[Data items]
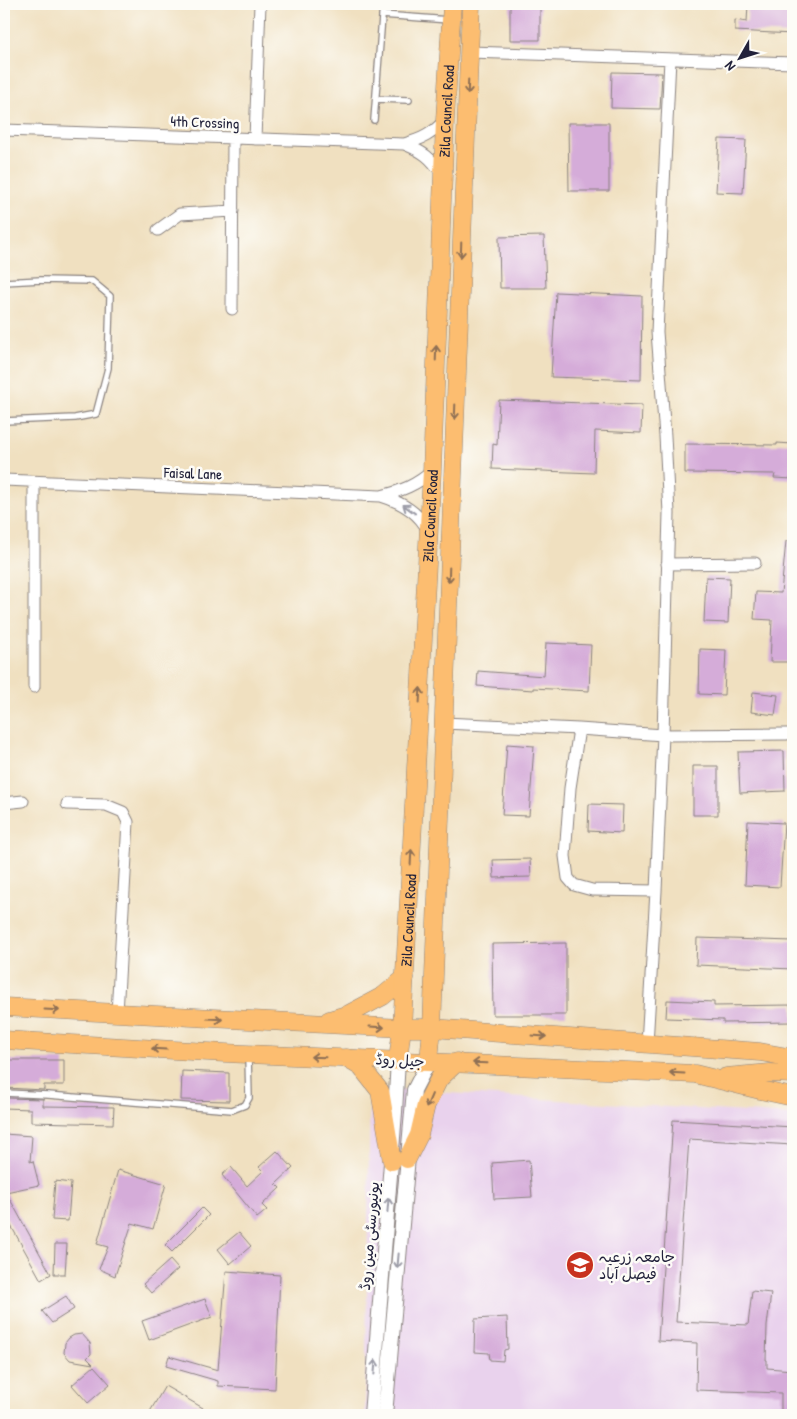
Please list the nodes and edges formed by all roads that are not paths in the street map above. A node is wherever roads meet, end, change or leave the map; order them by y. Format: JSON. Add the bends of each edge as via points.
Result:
{"nodes":[{"id":1,"x":260,"y":4,"type":"edge"},
{"id":2,"x":383,"y":4,"type":"edge"},
{"id":3,"x":470,"y":4,"type":"edge"},
{"id":4,"x":451,"y":12,"type":"edge"},
{"id":5,"x":382,"y":15,"type":"junction"},
{"id":6,"x":469,"y":52,"type":"junction"},
{"id":7,"x":670,"y":59,"type":"junction"},
{"id":8,"x":793,"y":63,"type":"edge"},
{"id":9,"x":376,"y":99,"type":"junction"},
{"id":10,"x":409,"y":100,"type":"dead end"},
{"id":11,"x":374,"y":120,"type":"dead end"},
{"id":12,"x":445,"y":120,"type":"junction"},
{"id":13,"x":4,"y":130,"type":"edge"},
{"id":14,"x":233,"y":138,"type":"junction"},
{"id":15,"x":255,"y":139,"type":"junction"},
{"id":16,"x":404,"y":144,"type":"junction"},
{"id":17,"x":443,"y":175,"type":"junction"},
{"id":18,"x":232,"y":211,"type":"junction"},
{"id":19,"x":158,"y":230,"type":"dead end"},
{"id":20,"x":4,"y":282,"type":"edge"},
{"id":21,"x":232,"y":309,"type":"dead end"},
{"id":22,"x":4,"y":421,"type":"edge"},
{"id":23,"x":432,"y":471,"type":"junction"},
{"id":24,"x":4,"y":480,"type":"edge"},
{"id":25,"x":34,"y":482,"type":"junction"},
{"id":26,"x":382,"y":496,"type":"junction"},
{"id":27,"x":428,"y":532,"type":"junction"},
{"id":28,"x":755,"y":563,"type":"dead end"},
{"id":29,"x":667,"y":564,"type":"junction"},
{"id":30,"x":34,"y":687,"type":"dead end"},
{"id":31,"x":443,"y":723,"type":"junction"},
{"id":32,"x":579,"y":729,"type":"junction"},
{"id":33,"x":787,"y":734,"type":"dead end"},
{"id":34,"x":662,"y":736,"type":"junction"},
{"id":35,"x":23,"y":800,"type":"dead end"},
{"id":36,"x":4,"y":803,"type":"edge"},
{"id":37,"x":67,"y":804,"type":"dead end"},
{"id":38,"x":656,"y":891,"type":"junction"},
{"id":39,"x":405,"y":978,"type":"junction"},
{"id":40,"x":4,"y":1008,"type":"edge"},
{"id":41,"x":117,"y":1013,"type":"junction"},
{"id":42,"x":316,"y":1024,"type":"junction"},
{"id":43,"x":402,"y":1028,"type":"junction"},
{"id":44,"x":432,"y":1028,"type":"junction"},
{"id":45,"x":4,"y":1040,"type":"edge"},
{"id":46,"x":647,"y":1044,"type":"junction"},
{"id":47,"x":793,"y":1049,"type":"edge"},
{"id":48,"x":760,"y":1052,"type":"junction"},
{"id":49,"x":248,"y":1054,"type":"junction"},
{"id":50,"x":346,"y":1058,"type":"junction"},
{"id":51,"x":793,"y":1058,"type":"edge"},
{"id":52,"x":398,"y":1060,"type":"junction"},
{"id":53,"x":429,"y":1061,"type":"junction"},
{"id":54,"x":457,"y":1062,"type":"junction"},
{"id":55,"x":793,"y":1074,"type":"edge"},
{"id":56,"x":713,"y":1078,"type":"junction"},
{"id":57,"x":4,"y":1093,"type":"edge"},
{"id":58,"x":793,"y":1096,"type":"edge"},
{"id":59,"x":399,"y":1160,"type":"junction"},
{"id":60,"x":371,"y":1415,"type":"edge"},
{"id":61,"x":385,"y":1415,"type":"edge"}],
"edges":[{"from":1,"to":15,"type":"street"},
{"from":2,"to":5,"type":"lane"},
{"from":3,"to":6,"type":"main road","name":"Zila Council Road"},
{"from":4,"to":5,"type":"lane"},
{"from":4,"to":12,"type":"main road","name":"Zila Council Road"},
{"from":5,"to":9,"type":"lane"},
{"from":6,"to":7,"type":"street"},
{"from":6,"to":31,"type":"main road","name":"Zila Council Road","one_way":true},
{"from":7,"to":8,"type":"street"},
{"from":7,"to":29,"type":"street","via":[[657,332],[669,513]]},
{"from":9,"to":10,"type":"lane"},
{"from":9,"to":11,"type":"lane"},
{"from":12,"to":16,"type":"street","name":"4th Crossing","via":[[434,132]]},
{"from":12,"to":17,"type":"main road","name":"Zila Council Road"},
{"from":13,"to":14,"type":"street","name":"4th Crossing"},
{"from":14,"to":15,"type":"street","name":"4th Crossing"},
{"from":14,"to":18,"type":"street"},
{"from":15,"to":16,"type":"street","name":"4th Crossing"},
{"from":16,"to":17,"type":"street","name":"4th Crossing","via":[[420,150]]},
{"from":23,"to":17,"type":"main road","name":"Zila Council Road","one_way":true},
{"from":18,"to":19,"type":"street","via":[[180,214]]},
{"from":18,"to":21,"type":"street"},
{"from":20,"to":22,"type":"lane","via":[[92,281],[110,296],[108,368],[96,414]]},
{"from":23,"to":26,"type":"street","name":"Faisal Lane","via":[[409,487]]},
{"from":23,"to":27,"type":"main road","name":"Zila Council Road"},
{"from":24,"to":25,"type":"street","name":"Faisal Lane"},
{"from":25,"to":26,"type":"street","name":"Faisal Lane"},
{"from":25,"to":30,"type":"street"},
{"from":27,"to":26,"type":"street","name":"Faisal Lane","one_way":true,"via":[[424,523],[405,506]]},
{"from":39,"to":27,"type":"main road","name":"Zila Council Road","one_way":true},
{"from":28,"to":29,"type":"street"},
{"from":29,"to":34,"type":"street"},
{"from":31,"to":32,"type":"street"},
{"from":31,"to":44,"type":"main road","name":"Zila Council Road"},
{"from":32,"to":34,"type":"street"},
{"from":32,"to":38,"type":"street","via":[[570,788],[565,856],[568,878],[574,885],[592,890]]},
{"from":33,"to":34,"type":"street"},
{"from":34,"to":38,"type":"street"},
{"from":35,"to":36,"type":"street"},
{"from":37,"to":41,"type":"street","via":[[106,805],[123,812],[128,822]]},
{"from":38,"to":46,"type":"street"},
{"from":39,"to":42,"type":"main road","via":[[383,996],[349,1014]]},
{"from":39,"to":43,"type":"main road","name":"Zila Council Road"},
{"from":40,"to":41,"type":"main road","one_way":true},
{"from":41,"to":42,"type":"main road","one_way":true},
{"from":42,"to":43,"type":"main road","one_way":true},
{"from":43,"to":44,"type":"main road"},
{"from":43,"to":52,"type":"main road","name":"Zila Council Road"},
{"from":44,"to":46,"type":"main road","one_way":true},
{"from":44,"to":53,"type":"main road","name":"Zila Council Road"},
{"from":49,"to":45,"type":"main road","name":"جیل روڈ","one_way":true},
{"from":46,"to":48,"type":"main road"},
{"from":47,"to":48,"type":"main road"},
{"from":48,"to":51,"type":"main road"},
{"from":50,"to":49,"type":"main road","name":"جیل روڈ","one_way":true},
{"from":49,"to":57,"type":"lane","via":[[249,1098],[245,1105],[232,1110]]},
{"from":50,"to":52,"type":"main road","name":"جیل روڈ"},
{"from":50,"to":59,"type":"main road","via":[[361,1067],[380,1091]]},
{"from":52,"to":53,"type":"main road","name":"جیل روڈ"},
{"from":52,"to":59,"type":"street","name":"یونیورسٹی مین روڈ"},
{"from":53,"to":54,"type":"main road","name":"جیل روڈ"},
{"from":53,"to":59,"type":"street","name":"یونیورسٹی مین روڈ","via":[[414,1090]]},
{"from":56,"to":54,"type":"main road","name":"جیل روڈ","one_way":true,"via":[[687,1073]]},
{"from":54,"to":59,"type":"main road","one_way":true,"via":[[440,1079],[426,1105],[419,1135]]},
{"from":55,"to":56,"type":"main road"},
{"from":56,"to":58,"type":"main road","name":"جیل روڈ"},
{"from":60,"to":59,"type":"street","name":"یونیورسٹی مین روڈ","one_way":true},
{"from":59,"to":61,"type":"street","name":"یونیورسٹی مین روڈ","one_way":true}]}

■ Work order ■
For every line above with the word "یونیورسٹی" in it, make a copy.

■ Answer section ■
{"from":52,"to":59,"type":"street","name":"یونیورسٹی مین روڈ"},
{"from":53,"to":59,"type":"street","name":"یونیورسٹی مین روڈ","via":[[414,1090]]},
{"from":60,"to":59,"type":"street","name":"یونیورسٹی مین روڈ","one_way":true},
{"from":59,"to":61,"type":"street","name":"یونیورسٹی مین روڈ","one_way":true}]}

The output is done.